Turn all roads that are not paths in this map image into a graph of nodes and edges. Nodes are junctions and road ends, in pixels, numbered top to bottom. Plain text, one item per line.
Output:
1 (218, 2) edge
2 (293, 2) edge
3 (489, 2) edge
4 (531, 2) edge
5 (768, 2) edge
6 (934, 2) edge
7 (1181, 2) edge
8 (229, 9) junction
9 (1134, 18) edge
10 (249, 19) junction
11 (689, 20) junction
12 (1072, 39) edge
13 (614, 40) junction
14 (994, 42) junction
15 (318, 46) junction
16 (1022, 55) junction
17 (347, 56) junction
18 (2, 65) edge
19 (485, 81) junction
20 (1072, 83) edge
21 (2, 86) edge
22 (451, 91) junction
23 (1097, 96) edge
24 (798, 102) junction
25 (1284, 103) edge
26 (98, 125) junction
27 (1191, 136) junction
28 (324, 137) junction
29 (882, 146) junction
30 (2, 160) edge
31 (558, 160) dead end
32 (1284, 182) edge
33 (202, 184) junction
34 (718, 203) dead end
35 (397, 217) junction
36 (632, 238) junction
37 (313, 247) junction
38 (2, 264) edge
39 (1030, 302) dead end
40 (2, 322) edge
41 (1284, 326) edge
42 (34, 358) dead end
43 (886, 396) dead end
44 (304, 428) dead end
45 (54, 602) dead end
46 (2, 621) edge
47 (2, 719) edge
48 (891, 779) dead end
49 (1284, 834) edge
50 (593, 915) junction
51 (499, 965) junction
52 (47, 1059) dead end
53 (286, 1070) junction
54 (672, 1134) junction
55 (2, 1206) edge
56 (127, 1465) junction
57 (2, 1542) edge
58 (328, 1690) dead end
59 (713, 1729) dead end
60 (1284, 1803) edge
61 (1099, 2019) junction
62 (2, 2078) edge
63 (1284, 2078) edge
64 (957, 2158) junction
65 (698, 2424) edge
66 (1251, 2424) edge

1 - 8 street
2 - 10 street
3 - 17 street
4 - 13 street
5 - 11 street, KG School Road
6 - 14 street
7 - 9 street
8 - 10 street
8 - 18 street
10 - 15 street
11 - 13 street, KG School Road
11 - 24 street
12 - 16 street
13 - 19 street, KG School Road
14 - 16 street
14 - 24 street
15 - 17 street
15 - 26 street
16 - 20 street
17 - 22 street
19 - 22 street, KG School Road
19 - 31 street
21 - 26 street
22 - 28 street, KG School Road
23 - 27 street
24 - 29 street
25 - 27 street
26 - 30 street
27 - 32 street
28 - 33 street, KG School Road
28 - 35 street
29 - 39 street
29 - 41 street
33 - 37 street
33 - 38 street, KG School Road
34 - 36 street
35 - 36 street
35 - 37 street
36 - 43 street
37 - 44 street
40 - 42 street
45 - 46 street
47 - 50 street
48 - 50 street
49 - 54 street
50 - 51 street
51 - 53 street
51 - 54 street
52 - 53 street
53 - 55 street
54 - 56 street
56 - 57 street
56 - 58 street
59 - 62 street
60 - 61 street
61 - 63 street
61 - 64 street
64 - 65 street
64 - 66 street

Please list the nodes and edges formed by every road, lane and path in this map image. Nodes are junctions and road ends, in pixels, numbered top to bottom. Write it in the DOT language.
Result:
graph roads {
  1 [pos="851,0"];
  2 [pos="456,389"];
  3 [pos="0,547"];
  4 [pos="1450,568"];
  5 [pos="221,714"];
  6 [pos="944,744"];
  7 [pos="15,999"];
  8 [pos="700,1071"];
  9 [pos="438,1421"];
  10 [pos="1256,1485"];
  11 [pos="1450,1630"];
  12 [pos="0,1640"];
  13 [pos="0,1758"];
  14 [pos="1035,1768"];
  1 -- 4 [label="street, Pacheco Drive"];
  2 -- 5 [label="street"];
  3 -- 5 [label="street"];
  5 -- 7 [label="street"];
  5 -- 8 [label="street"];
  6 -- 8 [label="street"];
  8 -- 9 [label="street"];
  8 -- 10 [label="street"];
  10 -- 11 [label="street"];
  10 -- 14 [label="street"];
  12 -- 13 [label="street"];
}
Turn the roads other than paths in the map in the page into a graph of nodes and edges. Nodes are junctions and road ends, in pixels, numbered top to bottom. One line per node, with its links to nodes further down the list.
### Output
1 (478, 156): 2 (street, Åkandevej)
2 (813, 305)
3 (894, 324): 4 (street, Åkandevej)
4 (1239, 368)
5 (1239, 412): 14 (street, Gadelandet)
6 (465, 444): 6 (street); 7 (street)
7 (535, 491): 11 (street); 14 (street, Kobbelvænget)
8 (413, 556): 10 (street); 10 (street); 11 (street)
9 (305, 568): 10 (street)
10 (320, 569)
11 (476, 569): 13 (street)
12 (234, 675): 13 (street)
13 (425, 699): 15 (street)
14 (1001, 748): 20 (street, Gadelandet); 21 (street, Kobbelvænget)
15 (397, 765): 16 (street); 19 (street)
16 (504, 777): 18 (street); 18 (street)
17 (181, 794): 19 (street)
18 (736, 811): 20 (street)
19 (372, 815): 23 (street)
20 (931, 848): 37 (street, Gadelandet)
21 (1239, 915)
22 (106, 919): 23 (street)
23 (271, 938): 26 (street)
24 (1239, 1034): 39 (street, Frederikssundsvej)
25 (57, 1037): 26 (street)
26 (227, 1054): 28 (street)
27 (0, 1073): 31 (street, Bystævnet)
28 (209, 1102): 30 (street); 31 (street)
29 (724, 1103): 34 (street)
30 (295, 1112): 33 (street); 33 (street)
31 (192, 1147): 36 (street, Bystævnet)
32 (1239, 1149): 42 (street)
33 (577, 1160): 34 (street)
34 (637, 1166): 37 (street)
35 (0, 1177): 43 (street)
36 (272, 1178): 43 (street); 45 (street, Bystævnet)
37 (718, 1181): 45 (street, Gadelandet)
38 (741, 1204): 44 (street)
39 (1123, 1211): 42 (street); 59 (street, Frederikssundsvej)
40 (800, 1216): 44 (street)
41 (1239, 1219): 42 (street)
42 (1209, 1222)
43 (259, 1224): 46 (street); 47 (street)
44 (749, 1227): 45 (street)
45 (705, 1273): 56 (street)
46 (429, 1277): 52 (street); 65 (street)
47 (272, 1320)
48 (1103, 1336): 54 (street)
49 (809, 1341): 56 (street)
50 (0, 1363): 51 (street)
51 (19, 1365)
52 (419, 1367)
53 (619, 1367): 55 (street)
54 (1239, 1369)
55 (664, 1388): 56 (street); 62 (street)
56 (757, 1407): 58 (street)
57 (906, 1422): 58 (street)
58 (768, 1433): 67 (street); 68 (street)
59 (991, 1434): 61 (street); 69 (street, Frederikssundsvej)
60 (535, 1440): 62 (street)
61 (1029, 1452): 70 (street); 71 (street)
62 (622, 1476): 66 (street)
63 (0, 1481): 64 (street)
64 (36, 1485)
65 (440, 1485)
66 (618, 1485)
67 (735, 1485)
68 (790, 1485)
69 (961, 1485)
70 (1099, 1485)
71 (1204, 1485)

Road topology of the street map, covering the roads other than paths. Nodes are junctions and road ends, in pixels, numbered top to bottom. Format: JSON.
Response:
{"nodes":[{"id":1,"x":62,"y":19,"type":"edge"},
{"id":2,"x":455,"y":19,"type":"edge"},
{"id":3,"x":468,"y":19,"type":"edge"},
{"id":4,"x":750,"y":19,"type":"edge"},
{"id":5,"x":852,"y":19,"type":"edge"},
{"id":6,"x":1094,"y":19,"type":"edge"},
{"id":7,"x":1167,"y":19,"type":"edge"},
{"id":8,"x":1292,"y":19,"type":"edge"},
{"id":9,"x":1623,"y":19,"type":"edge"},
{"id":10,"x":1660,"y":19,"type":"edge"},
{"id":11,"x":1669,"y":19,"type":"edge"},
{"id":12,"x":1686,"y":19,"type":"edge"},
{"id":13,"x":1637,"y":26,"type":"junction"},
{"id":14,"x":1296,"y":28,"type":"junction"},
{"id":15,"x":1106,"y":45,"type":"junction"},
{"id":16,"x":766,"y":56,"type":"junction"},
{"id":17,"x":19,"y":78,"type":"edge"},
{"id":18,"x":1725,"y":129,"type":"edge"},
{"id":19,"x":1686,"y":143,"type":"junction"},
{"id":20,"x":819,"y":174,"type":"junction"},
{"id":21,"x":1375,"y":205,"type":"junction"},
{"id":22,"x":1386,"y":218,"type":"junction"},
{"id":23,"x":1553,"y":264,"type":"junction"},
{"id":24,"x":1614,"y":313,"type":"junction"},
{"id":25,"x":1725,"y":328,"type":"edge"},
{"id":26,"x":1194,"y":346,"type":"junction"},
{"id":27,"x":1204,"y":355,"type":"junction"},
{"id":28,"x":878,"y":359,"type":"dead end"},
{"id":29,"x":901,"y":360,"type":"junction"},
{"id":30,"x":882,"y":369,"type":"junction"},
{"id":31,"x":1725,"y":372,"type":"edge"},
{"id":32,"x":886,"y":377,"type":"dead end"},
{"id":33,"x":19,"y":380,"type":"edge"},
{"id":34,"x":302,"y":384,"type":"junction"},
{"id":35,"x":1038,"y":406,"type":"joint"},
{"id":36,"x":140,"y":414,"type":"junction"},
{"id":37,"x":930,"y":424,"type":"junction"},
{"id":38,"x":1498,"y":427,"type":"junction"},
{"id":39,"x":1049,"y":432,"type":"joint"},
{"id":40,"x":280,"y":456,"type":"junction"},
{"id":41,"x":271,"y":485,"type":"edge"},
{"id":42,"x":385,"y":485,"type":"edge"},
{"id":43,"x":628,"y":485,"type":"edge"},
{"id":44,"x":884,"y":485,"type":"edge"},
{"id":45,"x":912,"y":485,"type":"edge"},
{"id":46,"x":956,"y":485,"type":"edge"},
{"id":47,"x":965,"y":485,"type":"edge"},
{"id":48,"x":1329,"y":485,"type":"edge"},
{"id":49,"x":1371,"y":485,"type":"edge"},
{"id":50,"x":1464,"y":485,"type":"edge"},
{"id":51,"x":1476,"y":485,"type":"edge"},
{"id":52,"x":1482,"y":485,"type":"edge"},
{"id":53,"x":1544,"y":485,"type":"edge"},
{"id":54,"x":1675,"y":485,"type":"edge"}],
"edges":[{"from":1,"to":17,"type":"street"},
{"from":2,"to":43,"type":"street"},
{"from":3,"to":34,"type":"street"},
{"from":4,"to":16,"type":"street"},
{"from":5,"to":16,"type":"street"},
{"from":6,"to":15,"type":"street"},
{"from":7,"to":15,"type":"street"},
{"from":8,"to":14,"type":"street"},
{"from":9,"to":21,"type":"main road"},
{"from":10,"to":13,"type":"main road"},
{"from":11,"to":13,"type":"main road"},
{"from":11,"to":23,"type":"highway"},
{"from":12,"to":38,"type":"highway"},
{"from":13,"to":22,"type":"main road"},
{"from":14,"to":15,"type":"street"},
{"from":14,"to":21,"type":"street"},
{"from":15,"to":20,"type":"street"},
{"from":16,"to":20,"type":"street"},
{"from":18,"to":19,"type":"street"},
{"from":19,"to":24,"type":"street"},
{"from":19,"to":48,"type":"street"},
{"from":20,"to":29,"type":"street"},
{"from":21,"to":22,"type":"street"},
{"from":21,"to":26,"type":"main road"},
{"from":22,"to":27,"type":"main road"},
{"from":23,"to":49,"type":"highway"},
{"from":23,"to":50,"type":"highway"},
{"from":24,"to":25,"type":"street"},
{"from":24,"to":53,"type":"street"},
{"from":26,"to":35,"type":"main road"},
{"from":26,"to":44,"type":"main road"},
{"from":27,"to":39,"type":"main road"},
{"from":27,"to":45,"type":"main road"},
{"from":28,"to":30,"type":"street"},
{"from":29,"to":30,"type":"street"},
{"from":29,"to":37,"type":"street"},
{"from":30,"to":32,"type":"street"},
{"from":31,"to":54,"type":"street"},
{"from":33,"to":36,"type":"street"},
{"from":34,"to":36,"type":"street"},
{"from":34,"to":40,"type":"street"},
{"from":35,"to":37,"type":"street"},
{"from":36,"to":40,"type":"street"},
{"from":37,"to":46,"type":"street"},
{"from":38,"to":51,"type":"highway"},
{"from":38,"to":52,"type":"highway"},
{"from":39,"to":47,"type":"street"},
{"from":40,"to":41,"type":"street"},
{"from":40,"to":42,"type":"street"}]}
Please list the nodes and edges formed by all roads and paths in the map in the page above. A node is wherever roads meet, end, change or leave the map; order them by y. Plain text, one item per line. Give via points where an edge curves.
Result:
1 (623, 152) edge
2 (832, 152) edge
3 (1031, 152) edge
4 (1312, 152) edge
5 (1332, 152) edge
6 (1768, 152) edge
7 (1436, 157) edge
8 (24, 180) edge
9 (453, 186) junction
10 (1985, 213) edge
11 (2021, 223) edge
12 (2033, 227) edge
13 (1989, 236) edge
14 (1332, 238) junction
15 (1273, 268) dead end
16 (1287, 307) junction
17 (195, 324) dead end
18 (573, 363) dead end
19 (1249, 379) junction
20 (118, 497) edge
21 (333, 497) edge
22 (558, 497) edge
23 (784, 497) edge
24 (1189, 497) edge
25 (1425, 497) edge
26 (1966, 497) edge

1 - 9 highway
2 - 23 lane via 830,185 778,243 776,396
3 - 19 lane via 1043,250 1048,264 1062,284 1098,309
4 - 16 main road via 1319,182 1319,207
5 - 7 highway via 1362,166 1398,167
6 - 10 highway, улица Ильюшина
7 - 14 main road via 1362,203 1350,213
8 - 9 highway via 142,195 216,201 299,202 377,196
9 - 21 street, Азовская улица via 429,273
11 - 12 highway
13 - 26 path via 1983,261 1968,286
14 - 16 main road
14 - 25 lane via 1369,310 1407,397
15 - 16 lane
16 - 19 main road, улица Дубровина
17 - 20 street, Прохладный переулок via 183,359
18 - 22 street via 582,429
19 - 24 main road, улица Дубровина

• _Exercise prompt_
Wherever the word "School" appears in the listing, copy the line that holds it.

• _Answer section_
5 - 11 street, KG School Road
11 - 13 street, KG School Road
13 - 19 street, KG School Road
19 - 22 street, KG School Road
22 - 28 street, KG School Road
28 - 33 street, KG School Road
33 - 38 street, KG School Road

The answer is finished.